■ **Your objective**: From first line to last, copy the listing exactly and omit its pictures.

■ **Dataset extract**:

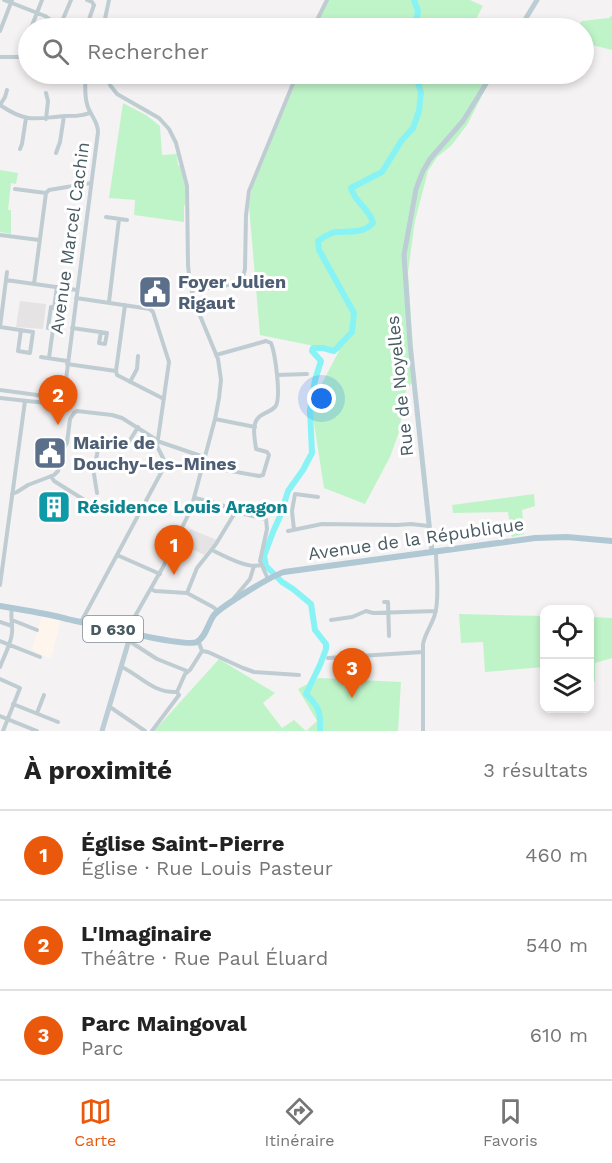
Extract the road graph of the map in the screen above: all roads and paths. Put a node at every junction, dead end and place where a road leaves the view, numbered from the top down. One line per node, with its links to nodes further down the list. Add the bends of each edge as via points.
1 (4, 0): 8 (street)
2 (42, 0): 9 (street)
3 (71, 0): 12 (street)
4 (87, 0): 13 (street, via 94,7)
5 (109, 0): 14 (street)
6 (327, 0): 15 (street)
7 (537, 0): 16 (street)
8 (11, 1): 9 (street); 17 (street)
9 (37, 13): 10 (street); 11 (street)
10 (35, 18)
11 (47, 18)
12 (64, 18)
13 (90, 18)
14 (106, 18)
15 (318, 18)
16 (526, 18)
17 (0, 31)
18 (0, 57): 19 (street)
19 (18, 57)
20 (86, 84): 27 (street, Avenue Marcel Cachin)
21 (110, 84): 46 (street, via 125,100 159,118 177,146 188,188 188,265)
22 (293, 84): 46 (street, via 246,202 244,273 231,284)
23 (486, 84): 86 (street, Rue de Noyelles, via 466,118 424,168 417,185 404,255)
24 (7, 90): 26 (street)
25 (46, 93): 30 (street)
26 (0, 105): 29 (street)
27 (90, 113): 28 (street); 33 (street, Avenue Marcel Cachin, via 98,128)
28 (64, 116): 30 (street); 32 (street)
29 (26, 118): 30 (street); 31 (street)
30 (46, 119)
31 (20, 149)
32 (56, 153)
33 (91, 183): 35 (street); 45 (street, Avenue Marcel Cachin)
34 (15, 189): 35 (street)
35 (46, 193): 40 (street)
36 (106, 217): 37 (street)
37 (119, 219): 38 (street); 48 (street)
38 (127, 220)
39 (0, 235): 40 (street)
40 (39, 240): 43 (street)
41 (8, 272): 42 (street)
42 (6, 280): 43 (street); 51 (street)
43 (34, 284): 44 (street)
44 (57, 287): 45 (street); 50 (street, Avenue Marcel Cachin)
45 (77, 290): 47 (street, Avenue Marcel Cachin)
46 (192, 290): 56 (street)
47 (76, 298): 48 (street); 52 (street, Avenue Marcel Cachin)
48 (109, 303): 49 (street)
49 (125, 304): 61 (street); 68 (street, via 153,312 169,360)
50 (54, 308): 53 (street, Avenue Marcel Cachin, via 58,308); 53 (street, Avenue Marcel Cachin, via 51,307 48,328)
51 (0, 327): 54 (street)
52 (72, 328): 55 (street); 60 (street, Avenue Marcel Cachin)
53 (53, 329): 59 (street, Avenue Marcel Cachin)
54 (21, 330): 54 (street, via 18,351 30,353 33,332)
55 (101, 332)
56 (216, 355): 63 (street, via 270,342); 73 (street, via 221,380)
57 (138, 356): 64 (street)
58 (41, 357): 59 (street, Avenue Marcel Cachin)
59 (49, 358): 60 (street, Avenue Marcel Cachin)
60 (67, 362): 61 (street); 66 (street, Avenue Marcel Cachin)
61 (116, 371): 64 (street)
62 (307, 374): 63 (street)
63 (277, 375): 75 (street, via 277,404 258,418)
64 (130, 382): 68 (street)
65 (0, 390): 66 (street)
66 (62, 395): 70 (street, via 68,398); 71 (street, via 58,401)
67 (0, 398): 69 (street)
68 (164, 399): 76 (street)
69 (25, 401): 71 (street); 81 (street)
70 (68, 404): 71 (street); 72 (street)
71 (62, 405)
72 (75, 412): 74 (street, via 114,415); 79 (street, via 59,470)
73 (214, 419): 75 (street); 77 (street)
74 (138, 427): 76 (street); 80 (street, via 127,445 99,443 94,472)
75 (255, 428): 78 (street, via 256,449 268,454 261,476)
76 (158, 441): 77 (street); 94 (street, via 164,461 162,471)
77 (204, 457): 78 (street)
78 (203, 466): 83 (street)
79 (51, 476): 81 (street); 85 (street)
80 (97, 493)
81 (12, 494): 91 (street)
82 (318, 497): 87 (street, via 295,494)
83 (195, 498): 84 (street); 97 (street)
84 (236, 511): 92 (street); 95 (street, via 267,520)
85 (107, 514)
86 (429, 526): 87 (street, via 322,524); 93 (street, Rue de Noyelles)
87 (294, 530): 88 (street)
88 (288, 531)
89 (0, 541): 91 (street)
90 (612, 541): 93 (main road, Avenue de la République, via 544,538)
91 (6, 542): 99 (street)
92 (212, 550): 96 (street); 101 (street, via 197,568)
93 (434, 551): 98 (main road, Avenue de la République, via 280,573); 107 (street)
94 (117, 555): 97 (street); 111 (street)
95 (261, 564): 96 (street); 98 (street)
96 (254, 567): 102 (street, Avenue de la République)
97 (160, 574): 100 (street)
98 (270, 578): 102 (main road, Avenue de la République)
99 (0, 585)
100 (151, 589): 101 (street); 115 (street)
101 (187, 593): 106 (street)
102 (231, 602): 106 (main road, Avenue de la République)
103 (384, 602): 108 (street, via 388,602)
104 (0, 605): 105 (main road, D 630)
105 (13, 607): 109 (street); 111 (main road, D 630)
106 (218, 611): 117 (main road, Avenue de la République)
107 (436, 611): 108 (street); 122 (street, via 424,637)
108 (389, 613): 110 (street, via 366,611); 116 (street)
109 (11, 620): 113 (street); 114 (street)
110 (331, 620)
111 (81, 621): 115 (main road, D 630)
112 (0, 622): 113 (street)
113 (12, 626): 120 (street)
114 (37, 630)
115 (129, 631): 117 (main road, D 630, via 189,643); 119 (street)
116 (389, 636)
117 (198, 640): 121 (street)
118 (0, 641): 120 (street)
119 (129, 641): 126 (street); 127 (street)
120 (9, 645): 123 (street); 125 (street)
121 (202, 651): 127 (street); 128 (street, via 254,672)
122 (423, 652): 124 (street); 143 (street)
123 (40, 657)
124 (328, 658)
125 (0, 667)
126 (122, 667): 130 (street, via 156,689); 133 (street)
127 (188, 672): 130 (street)
128 (299, 675)
129 (0, 679): 132 (street, via 20,687)
130 (177, 692): 142 (street, via 179,695)
131 (44, 695): 134 (street)
132 (13, 704): 134 (street); 136 (street)
133 (110, 706): 140 (street); 141 (street)
134 (37, 713): 137 (street)
135 (0, 716): 136 (street)
136 (7, 719): 138 (street); 139 (street)
137 (58, 722)
138 (3, 731)
139 (37, 731)
140 (102, 731)
141 (145, 731)
142 (152, 731)
143 (423, 731)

■ **Exercise solution**:
Extract the road graph of the map in the screen above: all roads and paths. Put a node at every junction, dead end and place where a road leaves the view, numbered from the top down. One line per node, with its links to nodes further down the list. Add the bends of each edge as via points.
1 (4, 0): 8 (street)
2 (42, 0): 9 (street)
3 (71, 0): 12 (street)
4 (87, 0): 13 (street, via 94,7)
5 (109, 0): 14 (street)
6 (327, 0): 15 (street)
7 (537, 0): 16 (street)
8 (11, 1): 9 (street); 17 (street)
9 (37, 13): 10 (street); 11 (street)
10 (35, 18)
11 (47, 18)
12 (64, 18)
13 (90, 18)
14 (106, 18)
15 (318, 18)
16 (526, 18)
17 (0, 31)
18 (0, 57): 19 (street)
19 (18, 57)
20 (86, 84): 27 (street, Avenue Marcel Cachin)
21 (110, 84): 46 (street, via 125,100 159,118 177,146 188,188 188,265)
22 (293, 84): 46 (street, via 246,202 244,273 231,284)
23 (486, 84): 86 (street, Rue de Noyelles, via 466,118 424,168 417,185 404,255)
24 (7, 90): 26 (street)
25 (46, 93): 30 (street)
26 (0, 105): 29 (street)
27 (90, 113): 28 (street); 33 (street, Avenue Marcel Cachin, via 98,128)
28 (64, 116): 30 (street); 32 (street)
29 (26, 118): 30 (street); 31 (street)
30 (46, 119)
31 (20, 149)
32 (56, 153)
33 (91, 183): 35 (street); 45 (street, Avenue Marcel Cachin)
34 (15, 189): 35 (street)
35 (46, 193): 40 (street)
36 (106, 217): 37 (street)
37 (119, 219): 38 (street); 48 (street)
38 (127, 220)
39 (0, 235): 40 (street)
40 (39, 240): 43 (street)
41 (8, 272): 42 (street)
42 (6, 280): 43 (street); 51 (street)
43 (34, 284): 44 (street)
44 (57, 287): 45 (street); 50 (street, Avenue Marcel Cachin)
45 (77, 290): 47 (street, Avenue Marcel Cachin)
46 (192, 290): 56 (street)
47 (76, 298): 48 (street); 52 (street, Avenue Marcel Cachin)
48 (109, 303): 49 (street)
49 (125, 304): 61 (street); 68 (street, via 153,312 169,360)
50 (54, 308): 53 (street, Avenue Marcel Cachin, via 58,308); 53 (street, Avenue Marcel Cachin, via 51,307 48,328)
51 (0, 327): 54 (street)
52 (72, 328): 55 (street); 60 (street, Avenue Marcel Cachin)
53 (53, 329): 59 (street, Avenue Marcel Cachin)
54 (21, 330): 54 (street, via 18,351 30,353 33,332)
55 (101, 332)
56 (216, 355): 63 (street, via 270,342); 73 (street, via 221,380)
57 (138, 356): 64 (street)
58 (41, 357): 59 (street, Avenue Marcel Cachin)
59 (49, 358): 60 (street, Avenue Marcel Cachin)
60 (67, 362): 61 (street); 66 (street, Avenue Marcel Cachin)
61 (116, 371): 64 (street)
62 (307, 374): 63 (street)
63 (277, 375): 75 (street, via 277,404 258,418)
64 (130, 382): 68 (street)
65 (0, 390): 66 (street)
66 (62, 395): 70 (street, via 68,398); 71 (street, via 58,401)
67 (0, 398): 69 (street)
68 (164, 399): 76 (street)
69 (25, 401): 71 (street); 81 (street)
70 (68, 404): 71 (street); 72 (street)
71 (62, 405)
72 (75, 412): 74 (street, via 114,415); 79 (street, via 59,470)
73 (214, 419): 75 (street); 77 (street)
74 (138, 427): 76 (street); 80 (street, via 127,445 99,443 94,472)
75 (255, 428): 78 (street, via 256,449 268,454 261,476)
76 (158, 441): 77 (street); 94 (street, via 164,461 162,471)
77 (204, 457): 78 (street)
78 (203, 466): 83 (street)
79 (51, 476): 81 (street); 85 (street)
80 (97, 493)
81 (12, 494): 91 (street)
82 (318, 497): 87 (street, via 295,494)
83 (195, 498): 84 (street); 97 (street)
84 (236, 511): 92 (street); 95 (street, via 267,520)
85 (107, 514)
86 (429, 526): 87 (street, via 322,524); 93 (street, Rue de Noyelles)
87 (294, 530): 88 (street)
88 (288, 531)
89 (0, 541): 91 (street)
90 (612, 541): 93 (main road, Avenue de la République, via 544,538)
91 (6, 542): 99 (street)
92 (212, 550): 96 (street); 101 (street, via 197,568)
93 (434, 551): 98 (main road, Avenue de la République, via 280,573); 107 (street)
94 (117, 555): 97 (street); 111 (street)
95 (261, 564): 96 (street); 98 (street)
96 (254, 567): 102 (street, Avenue de la République)
97 (160, 574): 100 (street)
98 (270, 578): 102 (main road, Avenue de la République)
99 (0, 585)
100 (151, 589): 101 (street); 115 (street)
101 (187, 593): 106 (street)
102 (231, 602): 106 (main road, Avenue de la République)
103 (384, 602): 108 (street, via 388,602)
104 (0, 605): 105 (main road, D 630)
105 (13, 607): 109 (street); 111 (main road, D 630)
106 (218, 611): 117 (main road, Avenue de la République)
107 (436, 611): 108 (street); 122 (street, via 424,637)
108 (389, 613): 110 (street, via 366,611); 116 (street)
109 (11, 620): 113 (street); 114 (street)
110 (331, 620)
111 (81, 621): 115 (main road, D 630)
112 (0, 622): 113 (street)
113 (12, 626): 120 (street)
114 (37, 630)
115 (129, 631): 117 (main road, D 630, via 189,643); 119 (street)
116 (389, 636)
117 (198, 640): 121 (street)
118 (0, 641): 120 (street)
119 (129, 641): 126 (street); 127 (street)
120 (9, 645): 123 (street); 125 (street)
121 (202, 651): 127 (street); 128 (street, via 254,672)
122 (423, 652): 124 (street); 143 (street)
123 (40, 657)
124 (328, 658)
125 (0, 667)
126 (122, 667): 130 (street, via 156,689); 133 (street)
127 (188, 672): 130 (street)
128 (299, 675)
129 (0, 679): 132 (street, via 20,687)
130 (177, 692): 142 (street, via 179,695)
131 (44, 695): 134 (street)
132 (13, 704): 134 (street); 136 (street)
133 (110, 706): 140 (street); 141 (street)
134 (37, 713): 137 (street)
135 (0, 716): 136 (street)
136 (7, 719): 138 (street); 139 (street)
137 (58, 722)
138 (3, 731)
139 (37, 731)
140 (102, 731)
141 (145, 731)
142 (152, 731)
143 (423, 731)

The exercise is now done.